Stored data entries

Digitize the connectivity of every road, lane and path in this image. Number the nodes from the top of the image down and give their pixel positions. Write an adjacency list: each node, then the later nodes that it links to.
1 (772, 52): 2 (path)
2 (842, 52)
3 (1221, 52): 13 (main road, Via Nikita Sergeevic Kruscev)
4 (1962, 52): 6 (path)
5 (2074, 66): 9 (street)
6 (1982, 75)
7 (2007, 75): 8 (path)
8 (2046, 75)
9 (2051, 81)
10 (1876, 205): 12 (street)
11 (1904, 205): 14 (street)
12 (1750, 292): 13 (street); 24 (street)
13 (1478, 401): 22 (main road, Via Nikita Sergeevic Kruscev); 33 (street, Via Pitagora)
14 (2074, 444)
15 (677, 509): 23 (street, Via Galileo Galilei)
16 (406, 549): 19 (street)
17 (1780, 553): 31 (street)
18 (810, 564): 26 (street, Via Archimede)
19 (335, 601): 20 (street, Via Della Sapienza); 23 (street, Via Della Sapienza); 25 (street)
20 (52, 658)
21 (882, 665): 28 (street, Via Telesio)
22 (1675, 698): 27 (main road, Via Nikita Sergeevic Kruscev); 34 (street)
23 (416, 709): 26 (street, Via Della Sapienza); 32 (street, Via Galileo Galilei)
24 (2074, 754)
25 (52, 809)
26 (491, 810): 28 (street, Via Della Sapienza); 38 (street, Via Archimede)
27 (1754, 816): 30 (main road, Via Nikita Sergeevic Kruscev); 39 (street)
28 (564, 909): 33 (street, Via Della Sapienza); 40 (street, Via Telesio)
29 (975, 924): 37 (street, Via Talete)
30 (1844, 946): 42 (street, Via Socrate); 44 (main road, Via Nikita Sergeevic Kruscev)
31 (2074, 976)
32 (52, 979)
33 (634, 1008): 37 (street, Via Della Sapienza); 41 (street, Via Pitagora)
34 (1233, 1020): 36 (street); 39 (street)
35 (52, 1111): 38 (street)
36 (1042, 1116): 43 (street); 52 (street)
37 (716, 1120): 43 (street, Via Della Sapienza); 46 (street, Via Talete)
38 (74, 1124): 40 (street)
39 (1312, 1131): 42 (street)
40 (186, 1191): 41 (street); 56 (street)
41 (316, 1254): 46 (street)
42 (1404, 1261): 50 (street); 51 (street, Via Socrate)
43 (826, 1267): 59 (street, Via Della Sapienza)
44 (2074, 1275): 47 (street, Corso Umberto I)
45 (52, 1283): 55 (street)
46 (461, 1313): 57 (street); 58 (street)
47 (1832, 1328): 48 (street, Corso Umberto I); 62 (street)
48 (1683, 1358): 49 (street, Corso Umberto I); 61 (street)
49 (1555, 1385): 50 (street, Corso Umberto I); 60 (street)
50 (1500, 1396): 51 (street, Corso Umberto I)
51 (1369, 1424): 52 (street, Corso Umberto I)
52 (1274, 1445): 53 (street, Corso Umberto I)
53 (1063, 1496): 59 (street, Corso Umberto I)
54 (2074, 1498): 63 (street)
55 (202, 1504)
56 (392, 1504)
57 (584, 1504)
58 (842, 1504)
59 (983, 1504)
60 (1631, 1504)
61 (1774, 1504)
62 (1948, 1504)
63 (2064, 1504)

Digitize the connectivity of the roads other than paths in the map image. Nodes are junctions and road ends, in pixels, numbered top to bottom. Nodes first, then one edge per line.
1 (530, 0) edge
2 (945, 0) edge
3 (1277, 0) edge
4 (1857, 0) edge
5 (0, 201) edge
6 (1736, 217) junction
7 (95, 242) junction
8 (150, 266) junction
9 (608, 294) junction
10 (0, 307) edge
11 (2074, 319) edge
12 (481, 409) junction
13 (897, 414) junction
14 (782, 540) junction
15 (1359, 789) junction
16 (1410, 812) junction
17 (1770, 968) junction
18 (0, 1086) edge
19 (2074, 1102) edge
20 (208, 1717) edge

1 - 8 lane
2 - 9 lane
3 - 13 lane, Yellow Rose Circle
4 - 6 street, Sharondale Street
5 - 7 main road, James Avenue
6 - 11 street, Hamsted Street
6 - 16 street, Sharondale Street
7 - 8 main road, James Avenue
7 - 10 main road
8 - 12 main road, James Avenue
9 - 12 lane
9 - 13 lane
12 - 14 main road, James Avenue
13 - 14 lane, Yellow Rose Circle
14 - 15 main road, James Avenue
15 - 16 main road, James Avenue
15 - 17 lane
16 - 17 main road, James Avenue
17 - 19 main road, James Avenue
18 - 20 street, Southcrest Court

WHAT THE EXERCISE ASKS
Word-for-word copies of all the records are required.

YOUR SOLUTION
Digitize the connectivity of every road, lane and path in this image. Number the nodes from the top of the image down and give their pixel positions. Write an adjacency list: each node, then the later nodes that it links to.
1 (772, 52): 2 (path)
2 (842, 52)
3 (1221, 52): 13 (main road, Via Nikita Sergeevic Kruscev)
4 (1962, 52): 6 (path)
5 (2074, 66): 9 (street)
6 (1982, 75)
7 (2007, 75): 8 (path)
8 (2046, 75)
9 (2051, 81)
10 (1876, 205): 12 (street)
11 (1904, 205): 14 (street)
12 (1750, 292): 13 (street); 24 (street)
13 (1478, 401): 22 (main road, Via Nikita Sergeevic Kruscev); 33 (street, Via Pitagora)
14 (2074, 444)
15 (677, 509): 23 (street, Via Galileo Galilei)
16 (406, 549): 19 (street)
17 (1780, 553): 31 (street)
18 (810, 564): 26 (street, Via Archimede)
19 (335, 601): 20 (street, Via Della Sapienza); 23 (street, Via Della Sapienza); 25 (street)
20 (52, 658)
21 (882, 665): 28 (street, Via Telesio)
22 (1675, 698): 27 (main road, Via Nikita Sergeevic Kruscev); 34 (street)
23 (416, 709): 26 (street, Via Della Sapienza); 32 (street, Via Galileo Galilei)
24 (2074, 754)
25 (52, 809)
26 (491, 810): 28 (street, Via Della Sapienza); 38 (street, Via Archimede)
27 (1754, 816): 30 (main road, Via Nikita Sergeevic Kruscev); 39 (street)
28 (564, 909): 33 (street, Via Della Sapienza); 40 (street, Via Telesio)
29 (975, 924): 37 (street, Via Talete)
30 (1844, 946): 42 (street, Via Socrate); 44 (main road, Via Nikita Sergeevic Kruscev)
31 (2074, 976)
32 (52, 979)
33 (634, 1008): 37 (street, Via Della Sapienza); 41 (street, Via Pitagora)
34 (1233, 1020): 36 (street); 39 (street)
35 (52, 1111): 38 (street)
36 (1042, 1116): 43 (street); 52 (street)
37 (716, 1120): 43 (street, Via Della Sapienza); 46 (street, Via Talete)
38 (74, 1124): 40 (street)
39 (1312, 1131): 42 (street)
40 (186, 1191): 41 (street); 56 (street)
41 (316, 1254): 46 (street)
42 (1404, 1261): 50 (street); 51 (street, Via Socrate)
43 (826, 1267): 59 (street, Via Della Sapienza)
44 (2074, 1275): 47 (street, Corso Umberto I)
45 (52, 1283): 55 (street)
46 (461, 1313): 57 (street); 58 (street)
47 (1832, 1328): 48 (street, Corso Umberto I); 62 (street)
48 (1683, 1358): 49 (street, Corso Umberto I); 61 (street)
49 (1555, 1385): 50 (street, Corso Umberto I); 60 (street)
50 (1500, 1396): 51 (street, Corso Umberto I)
51 (1369, 1424): 52 (street, Corso Umberto I)
52 (1274, 1445): 53 (street, Corso Umberto I)
53 (1063, 1496): 59 (street, Corso Umberto I)
54 (2074, 1498): 63 (street)
55 (202, 1504)
56 (392, 1504)
57 (584, 1504)
58 (842, 1504)
59 (983, 1504)
60 (1631, 1504)
61 (1774, 1504)
62 (1948, 1504)
63 (2064, 1504)

Digitize the connectivity of the roads other than paths in the map image. Nodes are junctions and road ends, in pixels, numbered top to bottom. Nodes first, then one edge per line.
1 (530, 0) edge
2 (945, 0) edge
3 (1277, 0) edge
4 (1857, 0) edge
5 (0, 201) edge
6 (1736, 217) junction
7 (95, 242) junction
8 (150, 266) junction
9 (608, 294) junction
10 (0, 307) edge
11 (2074, 319) edge
12 (481, 409) junction
13 (897, 414) junction
14 (782, 540) junction
15 (1359, 789) junction
16 (1410, 812) junction
17 (1770, 968) junction
18 (0, 1086) edge
19 (2074, 1102) edge
20 (208, 1717) edge

1 - 8 lane
2 - 9 lane
3 - 13 lane, Yellow Rose Circle
4 - 6 street, Sharondale Street
5 - 7 main road, James Avenue
6 - 11 street, Hamsted Street
6 - 16 street, Sharondale Street
7 - 8 main road, James Avenue
7 - 10 main road
8 - 12 main road, James Avenue
9 - 12 lane
9 - 13 lane
12 - 14 main road, James Avenue
13 - 14 lane, Yellow Rose Circle
14 - 15 main road, James Avenue
15 - 16 main road, James Avenue
15 - 17 lane
16 - 17 main road, James Avenue
17 - 19 main road, James Avenue
18 - 20 street, Southcrest Court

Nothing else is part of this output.